Don't take offense at what John posted. It was a reasonable reading based on circumstantial but factual information he gathered: one (possibly two) with a history of desertion, one oath taker, NCO's, units, etc. John's info is incredibly helpful and detailed and I've not noticed bias in his postings.
The devil is in the details and it doesn't appear that we have much in the way of contrasting accounts presented so far to work from. Were they headed home with weapons without assembling for parole? If parole was to be given in Wittsburg the next day (based on the timeline another posted) and they were headed away from it (~80 miles north), would they have been taken for guerrillas and shot? Or were they headed for it or another parole point, and shot anyway?
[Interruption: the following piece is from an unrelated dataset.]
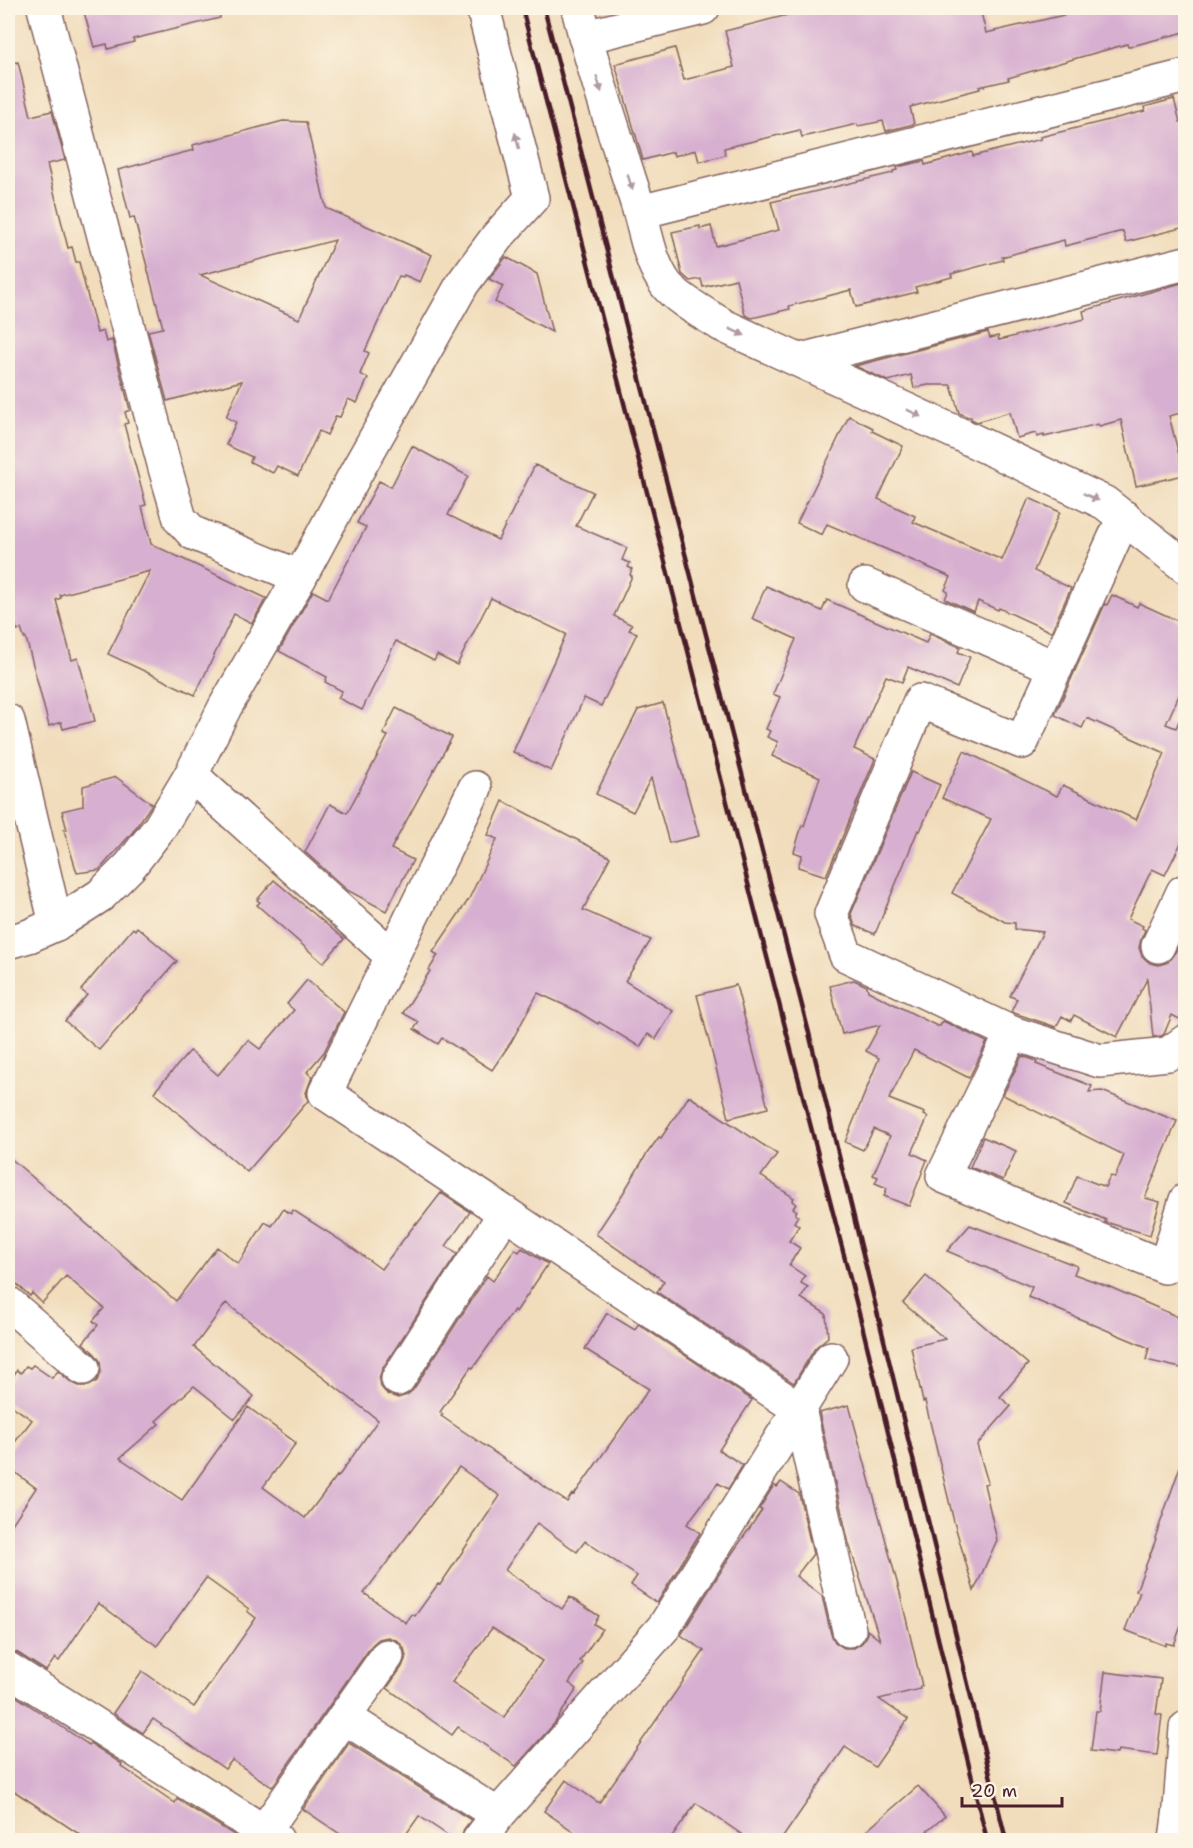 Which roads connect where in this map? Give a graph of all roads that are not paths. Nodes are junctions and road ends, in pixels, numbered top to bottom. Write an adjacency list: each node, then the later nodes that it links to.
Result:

Did they really lay down arms when confronted? (Need some corraboration that they were passive, if they did any shooting with the war over I don't think that would have been good for them.) Were some/all wearing enough Union uniform that they were in trouble on that basis? Were any already identified as guerrillas to be shot on sight?
What is missing is some explanation of exactly who shot the men and the professed justification for doing so (if any) no matter how thin or contrived it might be. With that information one could compare stories and weigh them.
I'm not trying to imply anything about the men with the questions asked. In answering one could possibly rule out any justification for the executions or find that they weren't as innocent as supposed. Anything seems possible at the moment.